# TASK OBJECTIVE:
Using the data below, repeat all of it precisely.

[Data excerpts]
■ ■ ■ ■

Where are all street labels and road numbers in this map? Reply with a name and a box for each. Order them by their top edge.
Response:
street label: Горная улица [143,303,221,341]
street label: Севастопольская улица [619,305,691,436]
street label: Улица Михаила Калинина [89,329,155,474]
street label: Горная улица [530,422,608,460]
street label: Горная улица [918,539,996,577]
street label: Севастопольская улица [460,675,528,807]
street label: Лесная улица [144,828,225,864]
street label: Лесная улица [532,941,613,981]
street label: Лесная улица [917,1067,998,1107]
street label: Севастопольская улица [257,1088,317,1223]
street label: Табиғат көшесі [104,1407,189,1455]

■ ■ ■ ■

# EXERCISE RESULT:
Where are all street labels and road numbers in this map? Reply with a name and a box for each. Order them by their top edge.
Response:
street label: Горная улица [143,303,221,341]
street label: Севастопольская улица [619,305,691,436]
street label: Улица Михаила Калинина [89,329,155,474]
street label: Горная улица [530,422,608,460]
street label: Горная улица [918,539,996,577]
street label: Севастопольская улица [460,675,528,807]
street label: Лесная улица [144,828,225,864]
street label: Лесная улица [532,941,613,981]
street label: Лесная улица [917,1067,998,1107]
street label: Севастопольская улица [257,1088,317,1223]
street label: Табиғат көшесі [104,1407,189,1455]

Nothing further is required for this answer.